Dopamine and 5HT Transporter Amino And Carboxy Termini Contribute To Substrate Affinity And Psychostimulant Activity

Abstract

Determining how psychoactive drugs interact with their molecular targets is essential for understanding psychostimulant abuse and pharmacotherapies. The SLC6 carriers, DAT and SERT, are the primary targets for both addictive and therapeutic psychostimulants. Recent SLC6 structures have shed light on these molecular interactions. However, these structures lack much of the carriers' N‐ and C‐termini, raising questions regarding their potential contributions to the transport mechanism. To address this question, we generated DAT/SERT chimeras that exchange the N‐, C‐, or both termini, and tested their effect on substrate uptake, ligand binding and efflux kinetics. The SERT N‐terminus decreased DAT's affinity for DA and AMPH affinity two‐fold, whereas substituting the SERT C‐terminus had no effect on DAT substrate affinities.
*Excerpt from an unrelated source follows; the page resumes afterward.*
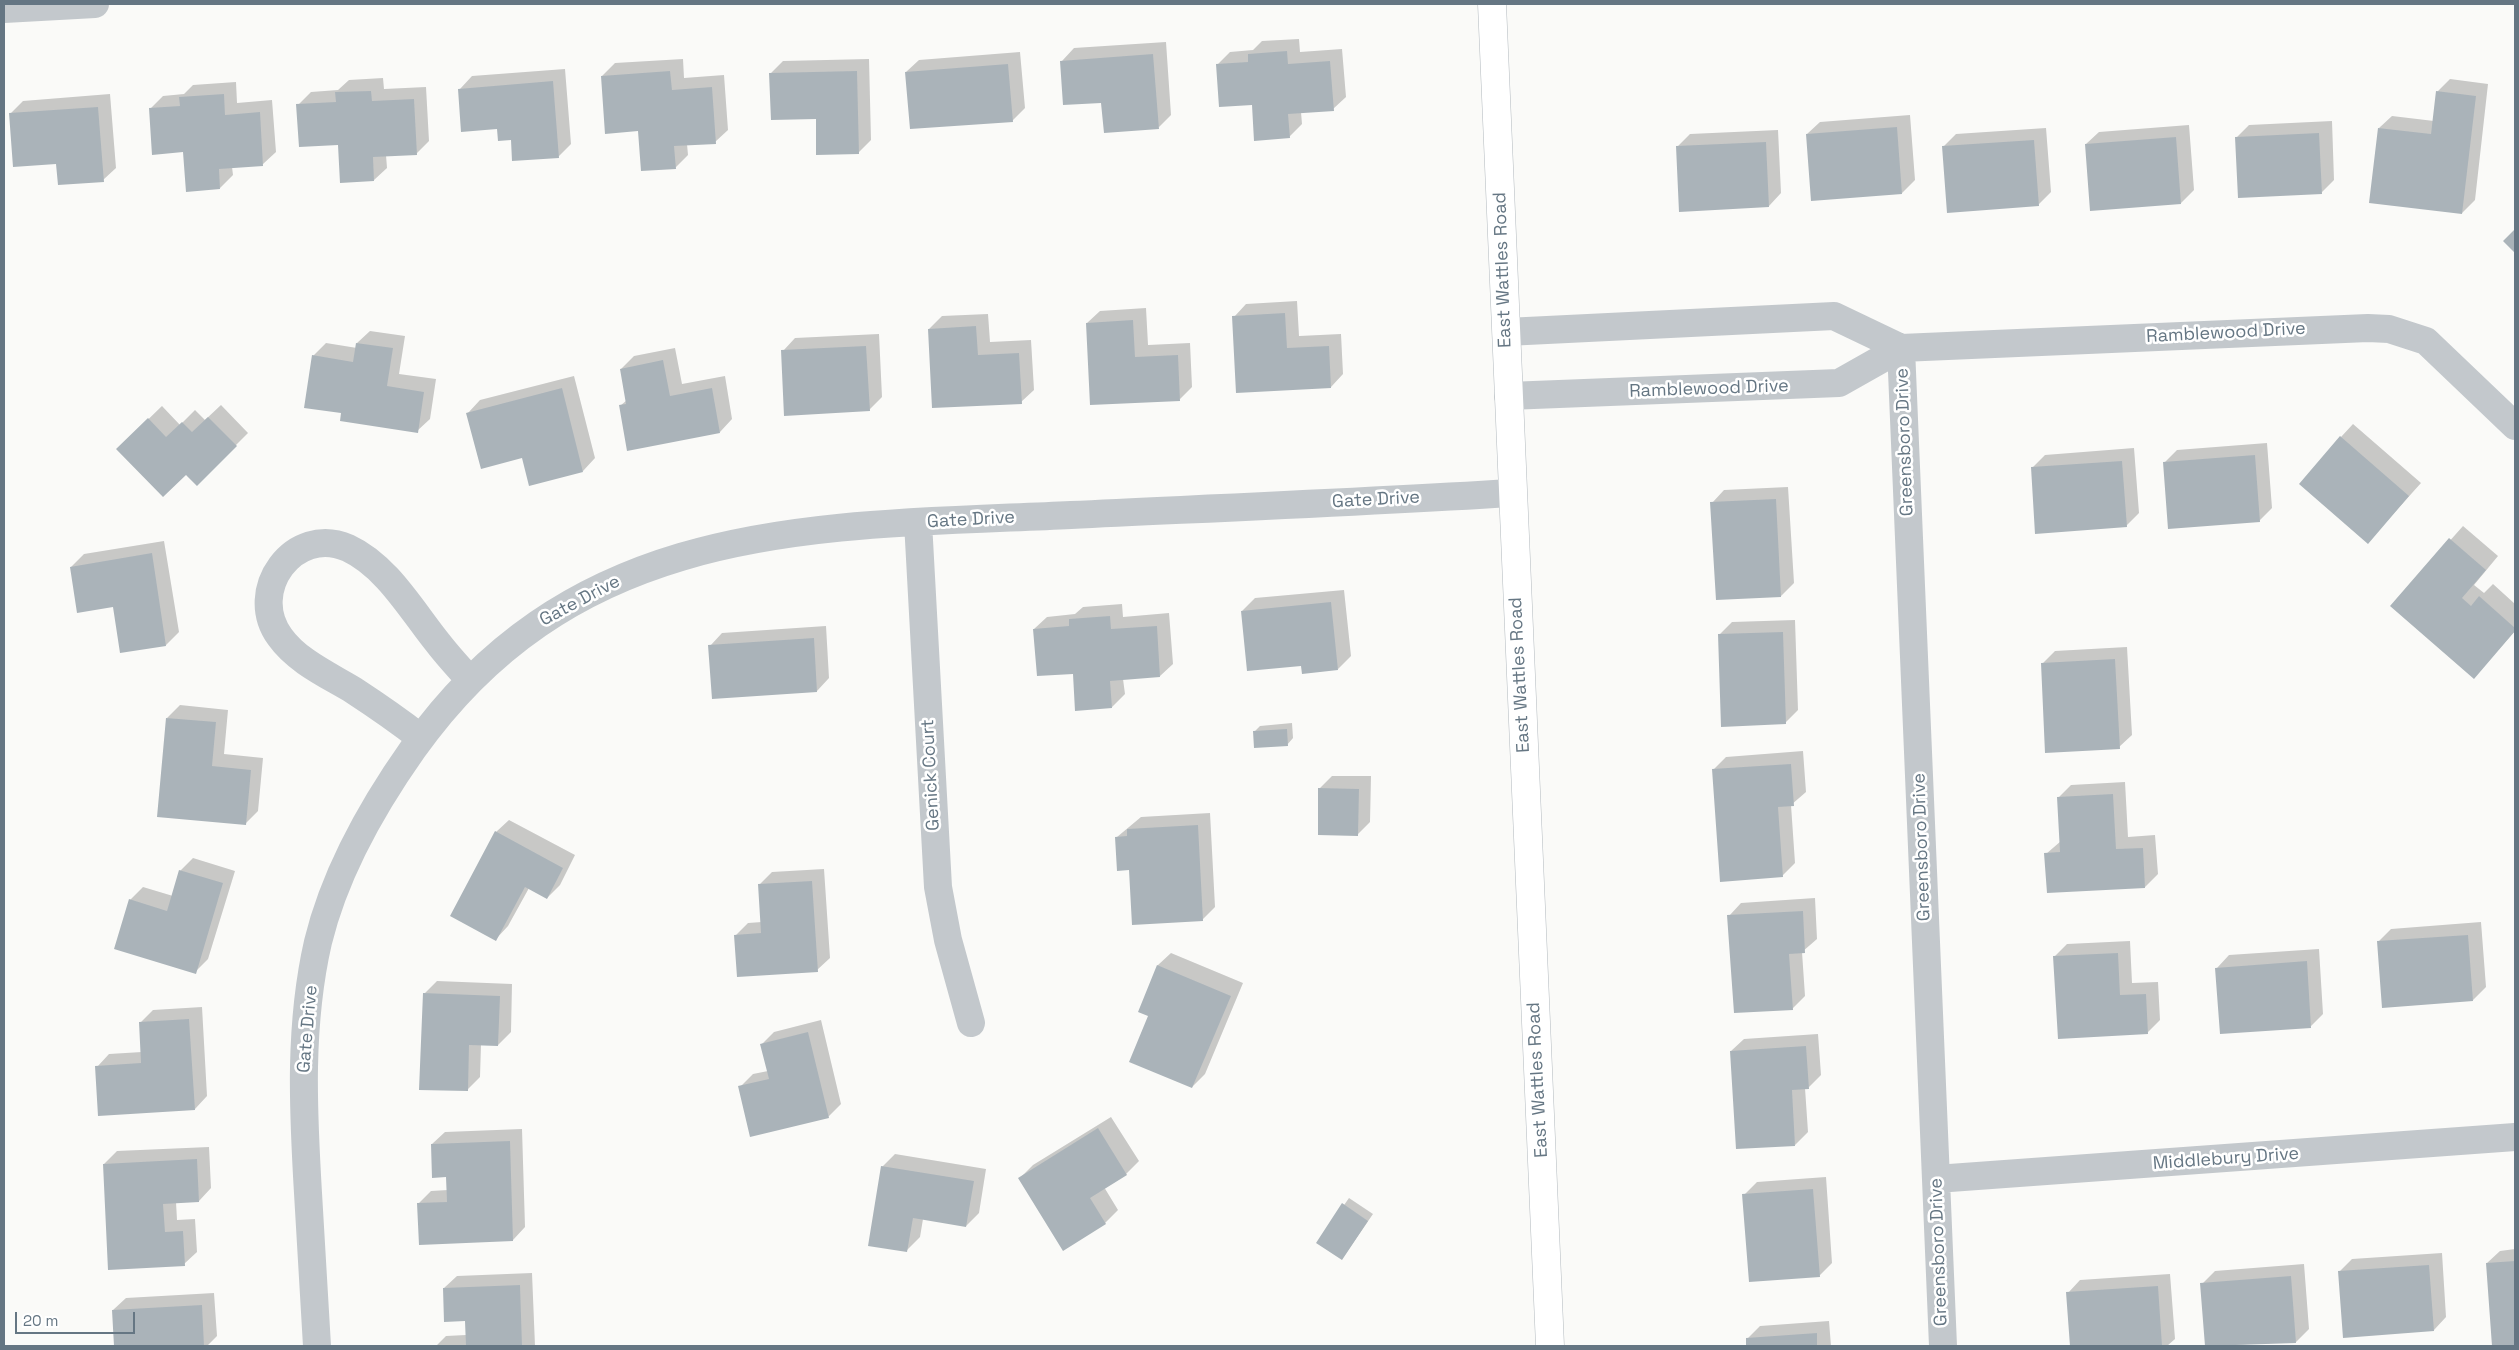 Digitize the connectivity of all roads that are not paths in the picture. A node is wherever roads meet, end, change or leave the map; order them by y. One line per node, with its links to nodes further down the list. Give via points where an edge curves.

Moreover, replacing both DAT intracellular termini with SERT domains rescued DAT substrate affinity. In contrast, substituting the DAT N‐terminus had no effect on SERT substrate affinities, whereas the DAT C‐terminus decreased SERT substrate affinities and this was not rescued when both DAT termini were substituted onto SERT. Chimeric DAT and SERT protein affinities for cocaine were unaffected by interchanging domains, suggesting that DAT and SERT tail domains contribute in substrate translocation but not ligand binding. Ongoing studies test whether these intracellular domains contribute to AMPH‐stimulated substrate efflux and catalytic turnover rates and should shed considerable light onto the differential contribution of these domains to the DA vs. 5HT transport processes.